A 31 anni un calciatore è ormai agli sgoccioli della propria carriera, a quell’età si è ad un passo dalla fatidica linea di demarcazione che separa un protagonista da ex campione. A 31 anni si ha la maturità di comprendere la vera essenza della vita, di rapportarsi in maniera corretta con lo sport, senza problemi, senza esasperazioni.
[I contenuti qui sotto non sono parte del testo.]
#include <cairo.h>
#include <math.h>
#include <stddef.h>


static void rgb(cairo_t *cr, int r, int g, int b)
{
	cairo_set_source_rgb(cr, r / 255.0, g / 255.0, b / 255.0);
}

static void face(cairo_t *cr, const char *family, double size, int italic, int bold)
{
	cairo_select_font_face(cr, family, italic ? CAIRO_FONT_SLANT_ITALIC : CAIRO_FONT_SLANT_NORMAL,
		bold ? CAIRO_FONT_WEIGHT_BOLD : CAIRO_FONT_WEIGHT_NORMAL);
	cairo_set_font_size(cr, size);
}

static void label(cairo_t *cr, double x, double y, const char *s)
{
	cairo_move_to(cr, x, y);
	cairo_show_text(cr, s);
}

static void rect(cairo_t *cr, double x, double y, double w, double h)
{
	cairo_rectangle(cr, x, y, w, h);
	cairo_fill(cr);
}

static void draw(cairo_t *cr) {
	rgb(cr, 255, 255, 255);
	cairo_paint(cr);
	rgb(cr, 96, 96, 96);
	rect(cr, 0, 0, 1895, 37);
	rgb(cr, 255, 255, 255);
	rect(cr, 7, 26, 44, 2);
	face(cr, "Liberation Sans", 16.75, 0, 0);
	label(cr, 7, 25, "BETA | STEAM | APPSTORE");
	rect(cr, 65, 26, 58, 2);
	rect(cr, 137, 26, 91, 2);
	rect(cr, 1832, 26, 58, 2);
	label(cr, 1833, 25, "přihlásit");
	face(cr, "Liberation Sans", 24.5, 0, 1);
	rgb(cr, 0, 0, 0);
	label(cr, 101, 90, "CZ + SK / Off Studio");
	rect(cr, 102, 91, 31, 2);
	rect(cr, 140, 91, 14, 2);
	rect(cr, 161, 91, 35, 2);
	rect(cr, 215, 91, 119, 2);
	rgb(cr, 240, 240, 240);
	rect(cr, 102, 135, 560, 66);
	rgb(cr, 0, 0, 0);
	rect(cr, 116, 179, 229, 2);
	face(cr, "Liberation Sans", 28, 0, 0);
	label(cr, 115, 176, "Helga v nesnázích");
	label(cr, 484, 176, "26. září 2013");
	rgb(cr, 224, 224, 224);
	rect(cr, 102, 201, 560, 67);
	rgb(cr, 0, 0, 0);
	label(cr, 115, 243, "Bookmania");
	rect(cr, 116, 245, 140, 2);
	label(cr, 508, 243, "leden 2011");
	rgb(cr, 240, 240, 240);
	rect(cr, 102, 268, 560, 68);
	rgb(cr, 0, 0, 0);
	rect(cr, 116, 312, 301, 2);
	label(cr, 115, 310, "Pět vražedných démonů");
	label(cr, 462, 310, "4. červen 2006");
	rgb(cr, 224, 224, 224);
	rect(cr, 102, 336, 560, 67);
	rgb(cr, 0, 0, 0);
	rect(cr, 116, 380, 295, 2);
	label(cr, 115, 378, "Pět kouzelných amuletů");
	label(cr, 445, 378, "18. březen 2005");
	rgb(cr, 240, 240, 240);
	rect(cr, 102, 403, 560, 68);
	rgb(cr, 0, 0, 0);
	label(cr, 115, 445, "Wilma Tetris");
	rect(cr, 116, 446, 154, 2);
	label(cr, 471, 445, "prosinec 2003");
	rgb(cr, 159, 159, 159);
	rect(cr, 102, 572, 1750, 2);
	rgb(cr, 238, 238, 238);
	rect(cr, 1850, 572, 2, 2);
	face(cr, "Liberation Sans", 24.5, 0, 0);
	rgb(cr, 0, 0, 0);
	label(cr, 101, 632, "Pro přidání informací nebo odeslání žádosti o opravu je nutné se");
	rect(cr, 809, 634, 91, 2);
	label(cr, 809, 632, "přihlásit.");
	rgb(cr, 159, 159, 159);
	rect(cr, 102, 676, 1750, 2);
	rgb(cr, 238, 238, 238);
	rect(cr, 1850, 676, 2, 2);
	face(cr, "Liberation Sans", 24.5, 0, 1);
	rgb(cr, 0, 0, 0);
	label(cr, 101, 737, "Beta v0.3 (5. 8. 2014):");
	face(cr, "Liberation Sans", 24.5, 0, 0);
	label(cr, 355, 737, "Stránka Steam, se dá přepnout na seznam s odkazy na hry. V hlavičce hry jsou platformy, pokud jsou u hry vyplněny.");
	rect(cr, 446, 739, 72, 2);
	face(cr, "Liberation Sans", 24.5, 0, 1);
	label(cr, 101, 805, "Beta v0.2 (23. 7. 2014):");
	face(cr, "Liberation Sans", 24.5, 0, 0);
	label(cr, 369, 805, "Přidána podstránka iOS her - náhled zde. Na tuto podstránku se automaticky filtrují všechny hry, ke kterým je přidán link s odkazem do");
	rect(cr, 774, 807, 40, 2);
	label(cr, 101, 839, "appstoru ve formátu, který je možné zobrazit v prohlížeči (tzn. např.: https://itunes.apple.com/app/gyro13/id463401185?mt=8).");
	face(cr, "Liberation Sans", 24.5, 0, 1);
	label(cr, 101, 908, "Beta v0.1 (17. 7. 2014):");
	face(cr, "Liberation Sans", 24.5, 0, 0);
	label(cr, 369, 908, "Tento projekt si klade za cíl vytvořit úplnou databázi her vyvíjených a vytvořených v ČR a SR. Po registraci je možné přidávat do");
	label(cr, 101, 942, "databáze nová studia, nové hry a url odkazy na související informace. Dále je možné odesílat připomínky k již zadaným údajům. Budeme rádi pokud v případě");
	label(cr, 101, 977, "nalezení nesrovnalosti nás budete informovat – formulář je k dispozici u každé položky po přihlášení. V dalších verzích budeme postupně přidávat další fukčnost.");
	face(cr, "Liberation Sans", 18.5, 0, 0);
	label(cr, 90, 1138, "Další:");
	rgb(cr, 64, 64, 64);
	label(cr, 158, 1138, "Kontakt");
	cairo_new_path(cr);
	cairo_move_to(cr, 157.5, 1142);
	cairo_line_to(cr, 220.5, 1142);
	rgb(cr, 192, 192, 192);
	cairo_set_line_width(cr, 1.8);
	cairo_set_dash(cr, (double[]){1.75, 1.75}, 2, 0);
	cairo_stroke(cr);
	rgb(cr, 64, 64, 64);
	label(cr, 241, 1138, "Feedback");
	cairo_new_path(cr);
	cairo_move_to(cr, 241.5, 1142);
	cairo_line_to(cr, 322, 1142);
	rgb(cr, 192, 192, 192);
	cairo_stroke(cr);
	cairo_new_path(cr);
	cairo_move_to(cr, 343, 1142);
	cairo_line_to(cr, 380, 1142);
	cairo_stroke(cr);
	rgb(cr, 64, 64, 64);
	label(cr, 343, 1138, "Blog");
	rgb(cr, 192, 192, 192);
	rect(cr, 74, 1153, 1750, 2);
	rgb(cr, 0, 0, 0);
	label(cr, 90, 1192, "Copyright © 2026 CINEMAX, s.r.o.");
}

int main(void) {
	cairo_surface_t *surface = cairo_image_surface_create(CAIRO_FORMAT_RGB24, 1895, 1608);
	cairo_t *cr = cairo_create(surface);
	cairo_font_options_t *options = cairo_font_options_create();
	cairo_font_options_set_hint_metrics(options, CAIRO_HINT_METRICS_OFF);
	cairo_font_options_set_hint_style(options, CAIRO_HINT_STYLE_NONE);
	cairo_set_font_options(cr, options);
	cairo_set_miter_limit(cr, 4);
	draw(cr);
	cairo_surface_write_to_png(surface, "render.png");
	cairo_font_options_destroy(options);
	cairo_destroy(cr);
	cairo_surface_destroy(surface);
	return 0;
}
Felice Evacuo nasce a Pompei il 23 agosto del 1982 e di professione è attaccante. Segnare goal è sempre stata la sua specialità, sin da quando, a 16 anni, si allenava con le giovanili della Turris, club che gli ha poi offerto l’accesso al calcio professionistico. L’emozione dell’esordio in Serie A, a 19 anni, con indosso la casacca della Lazio è certamente uno dei ricordi indelebili della carriera di questo bomber, così come l’ultima stagione, quella passata alla Nocerina, club e città in cui si è trovato molto bene, entrando nel cuore dei tifosi.
Evacuo oggi gioca per il Benevento, squadra di una magnifica città campana, e ne veste anche i gradi di capitano, con grande orgoglio e grande professionalità. Quando domenica 6 ottobre 2013, il Benevento ha giocato contro la Nocerina, nel derby campano di Lega Pro, Felice Evacuo si è ritrovato faccia a faccia con la sua vecchia squadra, con i compagni con i quali ha giocato fino a qualche mese prima, con i tifosi che inneggiavano il suo nome. A fine partita allora, è andato sotto la curva, quella occupata dai tifosi molossi, per testimoniare il suo legame, ancora vivo con i colori rossoneri. Un gesto semplice, un moto spontaneo, il simbolo di un uomo di 31 anni che non può e non vuole dimenticare quanto di bello gli è stato regalato nella sua precedente esperienza lavorativa. Questo gesto innocente, questa bella manifestazione di umanità, ha però finito per rivoltarsi contro Felice Evacuo, accusato di alto tradimento dai tifosi del Benevento.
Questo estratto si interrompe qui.